Canadian television personality and musician

Kim Clarke Champniss is a Canadian television personality and musician, best known as a VJ for MuchMusic during the 1980s.

==Background==
Kim was born in Bahrain and raised in London, England. He was a child actor in his youth, including appearances in the 1960 film Village of the Damned and a television commercial for Quaker Oats. He moved to Canada at age 19, briefly taking a job with the Hudson's Bay Company in Arviat before moving to Vancouver to study at the University of British Columbia. He became a DJ at the city's new wave club Luvafair in 1980, before becoming manager for local band Images in Vogue.

==Broadcasting career==
He later joined MuchMusic as the host of a daily entertainment news show Rockflash and the alternative rock program City Limits. In addition, he produced music documentaries for the channel, including a tribute special to mark the tenth anniversary of Bob Marley's death, and became a cohost of The New Music in 1993. In this role, Marianne Faithfull, John Lydon and The Bee Gees all walked out of interviews with Champniss because they objected to his interview questions.

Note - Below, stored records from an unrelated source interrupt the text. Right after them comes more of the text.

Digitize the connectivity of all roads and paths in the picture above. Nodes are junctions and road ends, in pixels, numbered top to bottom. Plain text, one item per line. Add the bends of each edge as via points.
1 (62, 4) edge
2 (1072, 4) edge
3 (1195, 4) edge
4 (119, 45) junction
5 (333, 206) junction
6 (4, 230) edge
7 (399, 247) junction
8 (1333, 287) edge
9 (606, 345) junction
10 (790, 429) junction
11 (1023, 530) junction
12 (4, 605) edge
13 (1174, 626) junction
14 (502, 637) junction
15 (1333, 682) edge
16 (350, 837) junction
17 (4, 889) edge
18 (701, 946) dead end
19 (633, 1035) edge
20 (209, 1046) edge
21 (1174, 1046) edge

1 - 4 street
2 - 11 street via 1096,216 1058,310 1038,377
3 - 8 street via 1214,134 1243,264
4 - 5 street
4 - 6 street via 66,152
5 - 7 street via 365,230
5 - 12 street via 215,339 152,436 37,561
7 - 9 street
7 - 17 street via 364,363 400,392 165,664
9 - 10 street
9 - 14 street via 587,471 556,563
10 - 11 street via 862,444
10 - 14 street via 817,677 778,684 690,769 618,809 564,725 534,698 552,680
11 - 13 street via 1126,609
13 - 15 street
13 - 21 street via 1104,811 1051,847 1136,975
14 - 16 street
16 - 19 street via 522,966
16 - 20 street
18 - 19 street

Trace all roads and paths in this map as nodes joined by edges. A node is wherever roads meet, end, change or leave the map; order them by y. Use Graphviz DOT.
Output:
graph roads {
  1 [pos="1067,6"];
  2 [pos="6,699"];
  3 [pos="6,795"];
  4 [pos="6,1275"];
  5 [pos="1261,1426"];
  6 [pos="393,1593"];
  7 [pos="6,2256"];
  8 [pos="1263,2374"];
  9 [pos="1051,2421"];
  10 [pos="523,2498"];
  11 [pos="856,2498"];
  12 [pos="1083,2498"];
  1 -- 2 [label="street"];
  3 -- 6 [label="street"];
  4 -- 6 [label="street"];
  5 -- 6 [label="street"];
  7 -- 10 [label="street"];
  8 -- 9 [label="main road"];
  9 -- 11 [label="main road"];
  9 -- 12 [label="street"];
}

After leaving The New Music in 1996, Champniss moved into production roles with MuchMusic and its sister stations within the CHUM Limited media conglomerate, including as a contributing producer for Bravo! and as head of programming for MuchUSA.

In 1997, he released the album A Sound Mind, which was credited to KCC & Dancespeak. His collaborators on the album included Joe Vizvary of Images in Vogue and Dave Rout of Rational Youth and Digital Poodle.

==Post-Much career==
He left CHUM in 2000 to form his own company, Invisible Republic, which provided music management for artists including Serial Joe and the revived The Grapes of Wrath.

In 2005, Champniss returned to an on-air role, hosting the series The Word This Week on BookTelevision and A-Channel. He has also appeared as a radio host on Toronto radio stations Edge 102 and Boom 97.3.

In 2013, he published the book The Republic of Rock ‘n’ Roll: The Roaring ’80s from Curtis to Cobain.

In 2018, he received a Canadian Screen Award nomination for Best Writing in a Lifestyle or Reality Show for his work on the Juno Awards of 2017.